Following guidance from advisory body the Suffolk Association of Local Councils (SALC), a special motion was passed to allow a second vote.
Mr French told the June meeting that some councillors had disclosed a pecuniary interest incorrectly in May and the original vote was declared void.
“I wish to apologise for misinformation we were given along with the procedural errors that took place,” he said.
Councillors at the subsequent meeting ended up voting in favour of the bid - despite a long list of concerns - and it was green-lit by East Suffolk Council planners a few days later.
Led by Barnaby Rushton, a group of residents have requested an appeal and procedural review of the parish council’s decision on the grounds it was “flawed”.
WMPC bosses denied this when contacted, adding that “each councillor voted on what was in front of them”.

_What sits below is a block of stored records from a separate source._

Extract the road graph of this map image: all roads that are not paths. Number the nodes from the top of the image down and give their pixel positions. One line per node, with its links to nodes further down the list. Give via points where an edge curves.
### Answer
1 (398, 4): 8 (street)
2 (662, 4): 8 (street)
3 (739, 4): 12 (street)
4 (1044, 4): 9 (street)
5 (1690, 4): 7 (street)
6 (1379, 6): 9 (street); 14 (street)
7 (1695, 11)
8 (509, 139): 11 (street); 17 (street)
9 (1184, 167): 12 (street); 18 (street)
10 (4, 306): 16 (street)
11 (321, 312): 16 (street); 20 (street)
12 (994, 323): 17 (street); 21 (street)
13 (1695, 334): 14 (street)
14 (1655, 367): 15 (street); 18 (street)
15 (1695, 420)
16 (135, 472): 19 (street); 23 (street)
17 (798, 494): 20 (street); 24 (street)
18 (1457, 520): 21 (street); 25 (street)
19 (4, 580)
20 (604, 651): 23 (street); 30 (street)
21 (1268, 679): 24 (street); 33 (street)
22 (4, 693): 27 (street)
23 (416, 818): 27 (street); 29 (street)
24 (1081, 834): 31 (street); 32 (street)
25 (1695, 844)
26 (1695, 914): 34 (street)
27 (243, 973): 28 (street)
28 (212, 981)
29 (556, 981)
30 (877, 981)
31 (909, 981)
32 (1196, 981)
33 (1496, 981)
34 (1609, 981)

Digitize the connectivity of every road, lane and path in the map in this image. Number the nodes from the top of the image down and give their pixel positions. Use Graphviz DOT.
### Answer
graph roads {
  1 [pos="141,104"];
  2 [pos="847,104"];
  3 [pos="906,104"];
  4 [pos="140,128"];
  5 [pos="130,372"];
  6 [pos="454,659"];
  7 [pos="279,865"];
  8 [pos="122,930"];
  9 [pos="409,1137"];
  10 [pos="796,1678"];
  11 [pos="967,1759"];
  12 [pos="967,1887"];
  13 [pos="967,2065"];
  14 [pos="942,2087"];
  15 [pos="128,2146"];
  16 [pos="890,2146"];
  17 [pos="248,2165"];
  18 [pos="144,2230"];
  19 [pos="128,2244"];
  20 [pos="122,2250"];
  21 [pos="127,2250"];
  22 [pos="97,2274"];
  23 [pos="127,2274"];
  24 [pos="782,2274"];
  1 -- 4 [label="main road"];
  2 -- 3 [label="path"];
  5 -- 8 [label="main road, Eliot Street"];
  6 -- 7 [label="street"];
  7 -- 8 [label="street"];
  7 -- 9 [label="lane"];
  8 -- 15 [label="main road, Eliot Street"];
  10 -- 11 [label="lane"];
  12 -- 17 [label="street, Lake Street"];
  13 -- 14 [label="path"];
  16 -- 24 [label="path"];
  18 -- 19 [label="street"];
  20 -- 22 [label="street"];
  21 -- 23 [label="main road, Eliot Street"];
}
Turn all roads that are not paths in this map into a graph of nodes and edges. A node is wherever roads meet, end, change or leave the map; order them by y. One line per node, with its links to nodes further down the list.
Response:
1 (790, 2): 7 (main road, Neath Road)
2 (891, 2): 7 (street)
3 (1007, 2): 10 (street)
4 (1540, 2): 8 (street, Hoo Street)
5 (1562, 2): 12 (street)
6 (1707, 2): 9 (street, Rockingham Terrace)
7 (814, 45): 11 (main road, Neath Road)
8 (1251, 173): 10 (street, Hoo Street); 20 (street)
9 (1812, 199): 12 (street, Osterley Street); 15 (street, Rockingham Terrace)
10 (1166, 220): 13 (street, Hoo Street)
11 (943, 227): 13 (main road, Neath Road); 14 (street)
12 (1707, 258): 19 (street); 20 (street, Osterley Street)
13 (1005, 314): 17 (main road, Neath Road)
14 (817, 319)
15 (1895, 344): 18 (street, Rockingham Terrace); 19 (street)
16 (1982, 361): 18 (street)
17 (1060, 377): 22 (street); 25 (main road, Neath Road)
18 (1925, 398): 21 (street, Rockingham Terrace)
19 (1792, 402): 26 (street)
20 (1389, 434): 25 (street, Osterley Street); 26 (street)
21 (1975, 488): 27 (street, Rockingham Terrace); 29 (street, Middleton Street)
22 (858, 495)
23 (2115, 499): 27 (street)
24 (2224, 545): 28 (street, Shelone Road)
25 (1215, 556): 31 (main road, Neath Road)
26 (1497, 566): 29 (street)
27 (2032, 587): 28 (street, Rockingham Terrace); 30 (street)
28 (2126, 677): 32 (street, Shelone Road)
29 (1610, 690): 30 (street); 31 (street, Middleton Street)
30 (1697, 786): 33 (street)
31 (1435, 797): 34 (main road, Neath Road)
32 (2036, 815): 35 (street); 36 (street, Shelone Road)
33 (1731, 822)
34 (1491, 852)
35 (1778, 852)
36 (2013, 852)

It is not the first time tensions have flared at the authority.
As reported by this newspaper at the time, meetings were marred by rows in the summer of 2019, with a monitoring officer complaint response describing the council as being in a “state of some dysfunction with a rather toxic atmosphere”.
In January 2020, the council joined SALC on the advice of ESC’s monitoring officer, a move they hoped would “enable it to function more efficiently and effectively while upholding the Nolan Principles of Public Life”.
In response, council chiefs added: "WMPC is a busy productive parish council and operates within all procedural and financial protocols as it sees fit.
"It works closely with SALC and receives exemplary internal and external audits."